A banner about the dress code for devotees put up at Sri Parthasarathy Swamy
temple at Triplicane in Chennai. — Photo: K.V. Srinivasan/The Hindu

2015 was an year of oppression and resistance, exploitation and revolts, demons and dreams. While on one hand, we were faceted with a strong Brahaminical fundamentalism, on the other, we created a strong communal harmony. While on one hand, we were mocked as aliens for our sexuality, on the other, we celebrated Queers. While on one hand, our homes were demolished in the name of beauty, on the other, we pledged to own our homes, our factories, our products. Where the state planned to sell higher education to WTO, and we said in huge numbers ‘Occupy UGC’ and ‘WTO Go Back’. 2015 was the year where we were preached that menstruation is a sin, but we said #happytobleed, doing away with all taboos that restrict our mobility.

With all the resistances that we put last year, we entered into a new year, pledging and hoping to make and see a better, egalitarian, just society. We welcomed 2016 to life, love, and struggle. But, while many people were still celebrating the New Year, we were given another gift on the very first day of New Year.

On January 1, 2016, many pilgrims had gone to various temples in Tamil Nadu to seek blessings from god for the next year, where women were turned back, and sent home for wearing western clothes, jeans, or shorts. It happened because in December the Madras High Court ordered temple authorities in Tamil Nadu state to refuse entry to anyone wearing jeans, bermuda shorts, skirts, short-sleeves or tight leggings to "enhance spiritual ambiance". Earlier in 2015, Prayar Gopalakrishnan, head of Devaswom Committee, Sabarimala Temple, Kerala had given another controversial statement that once a ‘purity’ checking machine (that checks whether women are menstruating or not) is invented, he will think about letting women enter the temple. Also, Mr. Abubacker, a leader of Sunni sect of Muslims said that gender equality is a myth, and women are fit only for reproduction. Continuing the legacy of patriarchy, women were given another archaic diktat which would control the amount of clothes they would put on their body.

Although Madras High Court dictated a dress code for men also, i.e. formal pants and shirt, or dhoti etc, but the scenario in the society at large is anti-women, which is why I choose to address the question from the lens of patriarchy. Secondly, the dress code that men were obliged to follow doesn’t include the ‘decent-indecent’ conflict; rather they are merely expected to look ‘sober’. Whereas when it comes to women, a lot of arguments are given like such clothes which reveal conventionally hidden parts of female body might distract the attention of people, incite sexual feelings, make women ‘astray’ i.e. break the sexual barriers imposed by society. Also, this isn’t the first time such a statement has come; thus we must see it in continuity rather than spontaneity. On November 23, 2015 the committee of Kashi Vishwanath temple gave a diktat that foreigners, or women who wear ‘revealing’ dresses will not be allowed entry, and also the temple placed 25 sarees at its entry point for them to change! Earlier in October, 2012 women wearing jeans were banned from entering Jain temples in Madhya Pradesh.

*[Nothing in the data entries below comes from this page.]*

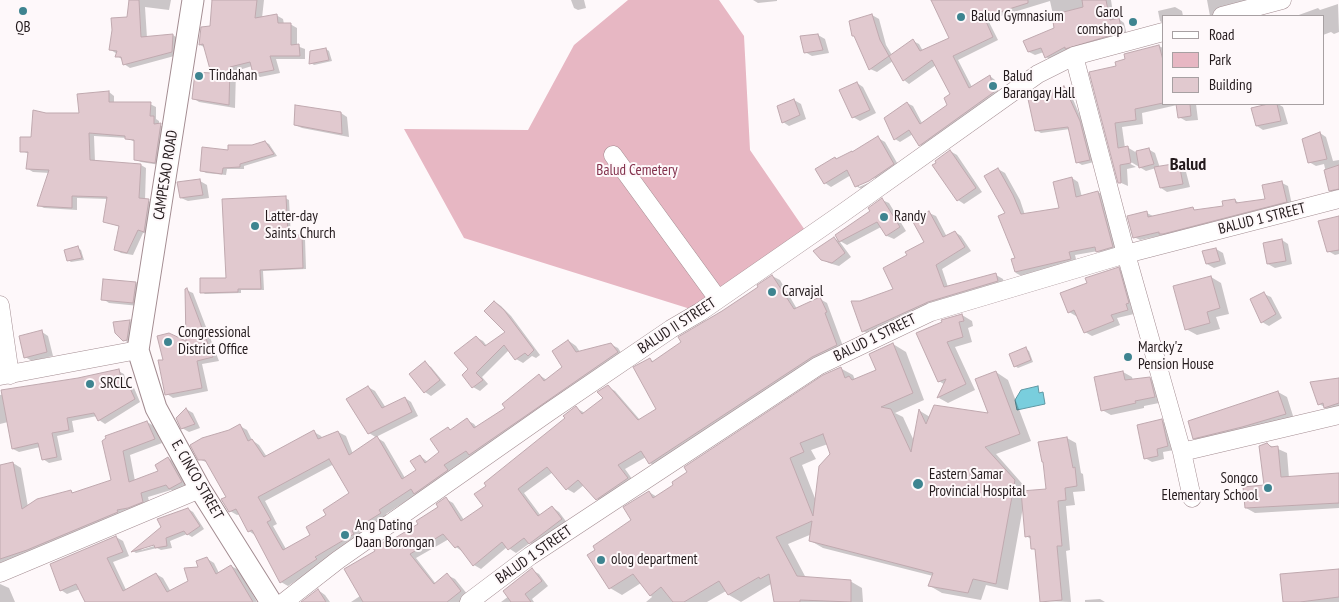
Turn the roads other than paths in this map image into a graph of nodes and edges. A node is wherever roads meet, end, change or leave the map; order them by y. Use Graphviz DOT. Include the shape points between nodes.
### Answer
graph roads {
  1 [pos="193,0"];
  2 [pos="1282,0"];
  3 [pos="1226,15"];
  4 [pos="1162,32"];
  5 [pos="1074,56"];
  6 [pos="613,155"];
  7 [pos="1339,199"];
  8 [pos="1126,254"];
  9 [pos="718,299"];
  10 [pos="0,305"];
  11 [pos="138,350"];
  12 [pos="5,375"];
  13 [pos="1339,416"];
  14 [pos="1182,452"];
  15 [pos="200,489"];
  16 [pos="1192,498"];
  17 [pos="0,573"];
  18 [pos="271,602"];
  19 [pos="284,602"];
  20 [pos="469,602"];
  1 -- 11 [label="street, CAMPESAO ROAD"];
  2 -- 3 [label="street"];
  4 -- 5 [label="street, BALUD II STREET"];
  5 -- 8 [label="street"];
  5 -- 9 [label="street, BALUD II STREET" via="1038,74"];
  6 -- 9 [label="street"];
  7 -- 8 [label="street, BALUD 1 STREET"];
  8 -- 14 [label="street"];
  8 -- 20 [label="street, BALUD 1 STREET" via="931,312 818,366 530,556"];
  9 -- 19 [label="street, BALUD II STREET" via="549,412 338,560"];
  10 -- 12 [label="street"];
  11 -- 12 [label="street"];
  11 -- 15 [label="street, E. CINCO STREET" via="156,408"];
  13 -- 14 [label="street"];
  14 -- 16 [label="street"];
  15 -- 17 [label="street"];
  15 -- 18 [label="street, E. CINCO STREET"];
}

The relation of women with clothes has always been an issue of debate in society, from where the sexual nature of society is judged. If in a society, women do not cover their bodies from head to toe, do not wear bras regularly, etc, they are branded as ‘loose women’, and society is recognised as one promoting ‘promiscuity’. But, if women cover their bodies fully, they are referred to as ‘decent’, ‘homely’ etc, and society is called ‘closed’, or ‘well civilized’. However, this branding varies as we change the sample of judges, but in Indian context, this is the most appropriate categorization of societies, and women. Clothes have also become a symbol of societies, whereby we recognise societies, classes, castes by their clothes without interacting with people, and without knowing their profession. Clothes not only reflect economic condition of individual, but also social status, social acceptance, and social relations. We identify different cultures from the clothes they wear, rather than thoughts they bear. For example, if an individual wearing sturdy leaves or animal skin is shown to us, the first identity to which we relate the individual is Adivasi. The jungle, their dance, their music, even their faces, do not matter, but only their clothes. This is the level up to which clothes and culture are intertwined.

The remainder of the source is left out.